What is needed => Among the records below, find the lines that hold the word "blur" and report how many there are, with no other words.

Records shown =>
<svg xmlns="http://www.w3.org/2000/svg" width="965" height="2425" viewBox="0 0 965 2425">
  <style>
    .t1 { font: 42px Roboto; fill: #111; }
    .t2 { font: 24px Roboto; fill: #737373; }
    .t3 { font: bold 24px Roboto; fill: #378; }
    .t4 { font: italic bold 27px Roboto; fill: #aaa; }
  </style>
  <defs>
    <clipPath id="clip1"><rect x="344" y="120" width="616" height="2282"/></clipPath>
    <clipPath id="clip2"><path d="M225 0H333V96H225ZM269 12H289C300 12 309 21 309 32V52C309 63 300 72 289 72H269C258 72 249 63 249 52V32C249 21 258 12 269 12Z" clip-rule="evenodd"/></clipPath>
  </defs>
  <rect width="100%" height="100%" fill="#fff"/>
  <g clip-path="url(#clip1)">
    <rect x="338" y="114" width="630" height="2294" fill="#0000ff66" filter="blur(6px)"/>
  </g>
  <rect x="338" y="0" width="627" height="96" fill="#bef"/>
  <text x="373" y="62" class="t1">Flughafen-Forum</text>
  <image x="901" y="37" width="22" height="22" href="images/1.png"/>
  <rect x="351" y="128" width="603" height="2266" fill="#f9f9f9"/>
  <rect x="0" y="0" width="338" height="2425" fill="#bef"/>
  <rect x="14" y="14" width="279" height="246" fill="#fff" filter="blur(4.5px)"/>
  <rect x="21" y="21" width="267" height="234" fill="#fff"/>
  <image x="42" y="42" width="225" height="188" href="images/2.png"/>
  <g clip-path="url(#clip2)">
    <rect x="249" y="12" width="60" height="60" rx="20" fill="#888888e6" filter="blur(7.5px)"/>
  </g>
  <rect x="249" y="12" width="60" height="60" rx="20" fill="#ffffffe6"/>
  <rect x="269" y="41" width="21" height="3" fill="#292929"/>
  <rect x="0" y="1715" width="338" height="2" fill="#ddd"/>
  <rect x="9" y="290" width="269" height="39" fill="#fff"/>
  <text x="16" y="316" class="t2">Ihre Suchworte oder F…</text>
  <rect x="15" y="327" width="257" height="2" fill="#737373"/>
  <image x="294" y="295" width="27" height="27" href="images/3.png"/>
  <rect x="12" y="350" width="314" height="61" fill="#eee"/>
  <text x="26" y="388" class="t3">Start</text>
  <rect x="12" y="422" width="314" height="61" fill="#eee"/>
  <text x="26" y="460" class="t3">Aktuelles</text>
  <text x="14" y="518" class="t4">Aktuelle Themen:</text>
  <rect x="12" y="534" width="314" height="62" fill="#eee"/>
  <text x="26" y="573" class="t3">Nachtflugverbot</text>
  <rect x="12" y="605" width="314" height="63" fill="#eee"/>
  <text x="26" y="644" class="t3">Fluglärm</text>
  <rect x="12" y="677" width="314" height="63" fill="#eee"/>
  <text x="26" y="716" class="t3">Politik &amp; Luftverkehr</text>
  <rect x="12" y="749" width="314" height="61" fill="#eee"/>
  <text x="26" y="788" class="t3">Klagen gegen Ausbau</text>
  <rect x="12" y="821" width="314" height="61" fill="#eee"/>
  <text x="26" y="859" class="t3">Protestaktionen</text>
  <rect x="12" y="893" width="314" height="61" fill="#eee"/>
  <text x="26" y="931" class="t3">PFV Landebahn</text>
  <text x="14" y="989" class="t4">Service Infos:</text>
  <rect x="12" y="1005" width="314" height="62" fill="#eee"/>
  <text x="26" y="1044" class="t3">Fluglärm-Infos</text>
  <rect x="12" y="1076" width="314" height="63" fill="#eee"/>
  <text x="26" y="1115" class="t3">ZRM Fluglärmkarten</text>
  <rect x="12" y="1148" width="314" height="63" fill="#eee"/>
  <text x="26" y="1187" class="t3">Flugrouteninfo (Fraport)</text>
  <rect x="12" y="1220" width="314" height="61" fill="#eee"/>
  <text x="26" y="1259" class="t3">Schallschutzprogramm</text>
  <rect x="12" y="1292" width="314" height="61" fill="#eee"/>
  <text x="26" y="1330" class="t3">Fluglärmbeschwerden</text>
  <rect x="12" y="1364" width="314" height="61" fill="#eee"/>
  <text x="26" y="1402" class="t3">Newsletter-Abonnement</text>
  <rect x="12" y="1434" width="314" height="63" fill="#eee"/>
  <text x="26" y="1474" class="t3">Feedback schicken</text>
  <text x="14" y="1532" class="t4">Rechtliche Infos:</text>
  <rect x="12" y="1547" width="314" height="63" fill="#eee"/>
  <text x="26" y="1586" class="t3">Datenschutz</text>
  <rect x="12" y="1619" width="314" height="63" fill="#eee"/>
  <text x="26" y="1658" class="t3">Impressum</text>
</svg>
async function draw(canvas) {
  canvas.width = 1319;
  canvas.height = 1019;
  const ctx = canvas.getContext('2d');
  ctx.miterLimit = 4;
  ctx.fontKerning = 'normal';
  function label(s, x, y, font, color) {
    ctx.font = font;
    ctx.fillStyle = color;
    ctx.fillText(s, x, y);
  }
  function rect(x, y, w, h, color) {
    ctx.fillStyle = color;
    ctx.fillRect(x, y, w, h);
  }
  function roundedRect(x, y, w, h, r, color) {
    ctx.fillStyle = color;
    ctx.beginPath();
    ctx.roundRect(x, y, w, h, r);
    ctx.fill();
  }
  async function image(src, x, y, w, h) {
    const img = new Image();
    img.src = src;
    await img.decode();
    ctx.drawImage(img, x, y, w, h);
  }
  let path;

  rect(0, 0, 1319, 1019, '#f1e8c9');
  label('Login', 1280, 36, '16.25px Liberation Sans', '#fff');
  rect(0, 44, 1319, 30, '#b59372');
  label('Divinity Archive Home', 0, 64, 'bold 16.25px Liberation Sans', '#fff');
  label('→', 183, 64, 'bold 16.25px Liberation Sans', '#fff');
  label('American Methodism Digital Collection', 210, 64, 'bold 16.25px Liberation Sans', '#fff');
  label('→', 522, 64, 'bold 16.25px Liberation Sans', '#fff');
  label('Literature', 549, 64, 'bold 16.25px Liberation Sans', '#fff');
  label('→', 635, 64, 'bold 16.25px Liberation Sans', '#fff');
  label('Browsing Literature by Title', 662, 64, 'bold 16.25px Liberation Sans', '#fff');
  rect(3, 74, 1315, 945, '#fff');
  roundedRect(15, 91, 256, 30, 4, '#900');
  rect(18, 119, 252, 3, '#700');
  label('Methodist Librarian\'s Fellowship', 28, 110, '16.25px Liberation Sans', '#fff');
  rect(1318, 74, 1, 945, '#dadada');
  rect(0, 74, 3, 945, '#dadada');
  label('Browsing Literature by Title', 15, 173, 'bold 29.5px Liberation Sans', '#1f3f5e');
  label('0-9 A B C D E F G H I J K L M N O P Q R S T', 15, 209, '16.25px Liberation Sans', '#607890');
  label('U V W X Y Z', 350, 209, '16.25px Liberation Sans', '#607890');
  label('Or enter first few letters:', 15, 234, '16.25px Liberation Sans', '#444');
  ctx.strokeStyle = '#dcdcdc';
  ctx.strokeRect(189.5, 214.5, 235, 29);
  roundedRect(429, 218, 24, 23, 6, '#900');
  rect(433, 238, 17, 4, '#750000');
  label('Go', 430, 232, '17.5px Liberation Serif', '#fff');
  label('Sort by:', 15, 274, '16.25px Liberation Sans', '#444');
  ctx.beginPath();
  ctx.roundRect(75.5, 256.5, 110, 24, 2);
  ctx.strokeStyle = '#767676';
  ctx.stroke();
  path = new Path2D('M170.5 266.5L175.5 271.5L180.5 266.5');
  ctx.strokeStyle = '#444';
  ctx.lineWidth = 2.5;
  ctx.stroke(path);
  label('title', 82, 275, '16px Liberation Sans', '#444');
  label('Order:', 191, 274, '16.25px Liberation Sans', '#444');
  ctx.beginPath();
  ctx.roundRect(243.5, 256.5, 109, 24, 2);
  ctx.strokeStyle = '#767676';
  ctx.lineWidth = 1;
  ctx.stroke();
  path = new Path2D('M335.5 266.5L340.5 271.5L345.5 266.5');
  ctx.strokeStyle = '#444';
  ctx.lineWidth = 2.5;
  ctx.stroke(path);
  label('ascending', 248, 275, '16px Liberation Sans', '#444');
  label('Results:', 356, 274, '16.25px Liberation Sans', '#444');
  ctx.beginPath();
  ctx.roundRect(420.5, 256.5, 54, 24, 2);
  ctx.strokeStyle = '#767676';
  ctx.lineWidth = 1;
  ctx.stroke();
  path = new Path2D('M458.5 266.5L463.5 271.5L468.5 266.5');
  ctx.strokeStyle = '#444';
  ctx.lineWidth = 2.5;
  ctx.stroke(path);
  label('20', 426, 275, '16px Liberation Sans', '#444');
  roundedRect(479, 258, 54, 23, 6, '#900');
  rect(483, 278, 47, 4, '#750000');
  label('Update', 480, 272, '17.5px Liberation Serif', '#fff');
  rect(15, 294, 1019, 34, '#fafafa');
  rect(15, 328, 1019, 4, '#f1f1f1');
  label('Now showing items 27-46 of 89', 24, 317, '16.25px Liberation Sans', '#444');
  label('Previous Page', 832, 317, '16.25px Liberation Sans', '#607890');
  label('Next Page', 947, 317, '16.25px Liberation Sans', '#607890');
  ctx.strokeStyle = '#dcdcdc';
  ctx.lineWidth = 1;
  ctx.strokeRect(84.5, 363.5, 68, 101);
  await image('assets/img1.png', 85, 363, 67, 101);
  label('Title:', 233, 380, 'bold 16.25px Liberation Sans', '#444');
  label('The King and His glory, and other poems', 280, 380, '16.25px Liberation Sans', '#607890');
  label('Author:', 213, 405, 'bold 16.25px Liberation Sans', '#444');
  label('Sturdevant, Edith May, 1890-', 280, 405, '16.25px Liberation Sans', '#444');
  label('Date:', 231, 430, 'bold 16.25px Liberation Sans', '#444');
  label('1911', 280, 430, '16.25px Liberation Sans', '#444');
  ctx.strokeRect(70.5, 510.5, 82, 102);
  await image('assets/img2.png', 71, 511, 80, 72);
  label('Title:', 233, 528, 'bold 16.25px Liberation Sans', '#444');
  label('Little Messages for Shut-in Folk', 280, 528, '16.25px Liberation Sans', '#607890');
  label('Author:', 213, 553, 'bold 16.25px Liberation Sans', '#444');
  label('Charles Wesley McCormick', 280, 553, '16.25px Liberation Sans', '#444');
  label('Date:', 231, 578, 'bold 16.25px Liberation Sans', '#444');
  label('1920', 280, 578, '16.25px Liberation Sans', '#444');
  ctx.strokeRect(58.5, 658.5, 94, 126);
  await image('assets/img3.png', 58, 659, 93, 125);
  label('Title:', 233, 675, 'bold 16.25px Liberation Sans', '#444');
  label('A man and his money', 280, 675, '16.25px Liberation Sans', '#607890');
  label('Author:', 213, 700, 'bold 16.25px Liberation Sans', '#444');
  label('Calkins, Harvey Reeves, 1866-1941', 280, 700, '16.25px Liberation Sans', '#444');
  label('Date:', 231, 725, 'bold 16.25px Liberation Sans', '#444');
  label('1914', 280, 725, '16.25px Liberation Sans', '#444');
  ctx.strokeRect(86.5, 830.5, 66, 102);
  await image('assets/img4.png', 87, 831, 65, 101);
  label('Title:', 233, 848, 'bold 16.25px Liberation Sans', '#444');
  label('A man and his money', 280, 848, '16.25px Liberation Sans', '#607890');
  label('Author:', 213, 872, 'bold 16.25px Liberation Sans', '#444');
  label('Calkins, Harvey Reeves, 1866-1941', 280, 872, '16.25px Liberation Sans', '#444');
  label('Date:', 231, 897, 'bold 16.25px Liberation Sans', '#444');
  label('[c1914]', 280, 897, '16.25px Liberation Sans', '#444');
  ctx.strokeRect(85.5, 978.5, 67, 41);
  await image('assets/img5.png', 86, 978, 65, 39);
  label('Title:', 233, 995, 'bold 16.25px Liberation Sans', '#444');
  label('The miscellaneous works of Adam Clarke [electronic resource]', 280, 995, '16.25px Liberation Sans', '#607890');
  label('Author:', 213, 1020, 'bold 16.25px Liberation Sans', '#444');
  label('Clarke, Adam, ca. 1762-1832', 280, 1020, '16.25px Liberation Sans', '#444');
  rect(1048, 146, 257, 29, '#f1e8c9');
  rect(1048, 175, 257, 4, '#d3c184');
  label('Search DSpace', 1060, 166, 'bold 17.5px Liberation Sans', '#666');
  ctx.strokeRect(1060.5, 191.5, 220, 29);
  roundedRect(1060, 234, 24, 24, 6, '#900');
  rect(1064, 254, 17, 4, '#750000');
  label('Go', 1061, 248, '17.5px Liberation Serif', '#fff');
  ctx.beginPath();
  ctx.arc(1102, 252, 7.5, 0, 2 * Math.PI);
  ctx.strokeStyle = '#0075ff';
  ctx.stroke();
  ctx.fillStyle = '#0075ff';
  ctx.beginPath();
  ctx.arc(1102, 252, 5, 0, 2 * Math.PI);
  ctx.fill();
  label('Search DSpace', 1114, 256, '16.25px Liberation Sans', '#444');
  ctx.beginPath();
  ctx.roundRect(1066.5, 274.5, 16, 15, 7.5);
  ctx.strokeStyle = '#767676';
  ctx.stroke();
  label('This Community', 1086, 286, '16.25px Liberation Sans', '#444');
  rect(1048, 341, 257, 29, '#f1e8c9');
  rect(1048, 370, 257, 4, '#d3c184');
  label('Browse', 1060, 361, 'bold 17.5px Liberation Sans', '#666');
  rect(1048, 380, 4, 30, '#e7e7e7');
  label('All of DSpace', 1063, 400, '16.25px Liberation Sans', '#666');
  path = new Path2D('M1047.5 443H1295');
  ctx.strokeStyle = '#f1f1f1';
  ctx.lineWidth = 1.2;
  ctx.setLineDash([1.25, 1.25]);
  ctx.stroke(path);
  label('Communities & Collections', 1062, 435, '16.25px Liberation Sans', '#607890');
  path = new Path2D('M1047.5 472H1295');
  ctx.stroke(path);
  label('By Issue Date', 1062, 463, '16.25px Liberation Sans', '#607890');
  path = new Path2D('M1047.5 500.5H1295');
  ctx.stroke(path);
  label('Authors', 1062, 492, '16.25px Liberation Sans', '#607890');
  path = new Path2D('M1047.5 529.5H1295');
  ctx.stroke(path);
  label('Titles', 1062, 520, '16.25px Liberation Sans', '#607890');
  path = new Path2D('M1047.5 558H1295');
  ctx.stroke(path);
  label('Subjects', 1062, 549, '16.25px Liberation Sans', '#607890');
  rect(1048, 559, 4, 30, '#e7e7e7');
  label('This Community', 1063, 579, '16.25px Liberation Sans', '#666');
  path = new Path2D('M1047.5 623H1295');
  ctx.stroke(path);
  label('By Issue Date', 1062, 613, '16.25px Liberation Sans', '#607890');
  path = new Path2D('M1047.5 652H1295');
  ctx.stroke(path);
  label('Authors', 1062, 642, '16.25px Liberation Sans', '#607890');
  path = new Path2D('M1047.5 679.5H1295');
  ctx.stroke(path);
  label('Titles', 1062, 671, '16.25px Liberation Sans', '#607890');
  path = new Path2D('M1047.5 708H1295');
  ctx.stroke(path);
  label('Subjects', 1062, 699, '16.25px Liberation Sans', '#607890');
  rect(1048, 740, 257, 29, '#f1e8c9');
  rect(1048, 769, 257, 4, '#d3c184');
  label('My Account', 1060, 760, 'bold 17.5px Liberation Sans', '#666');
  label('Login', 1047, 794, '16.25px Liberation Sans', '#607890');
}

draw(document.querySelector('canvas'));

Response to the task => 3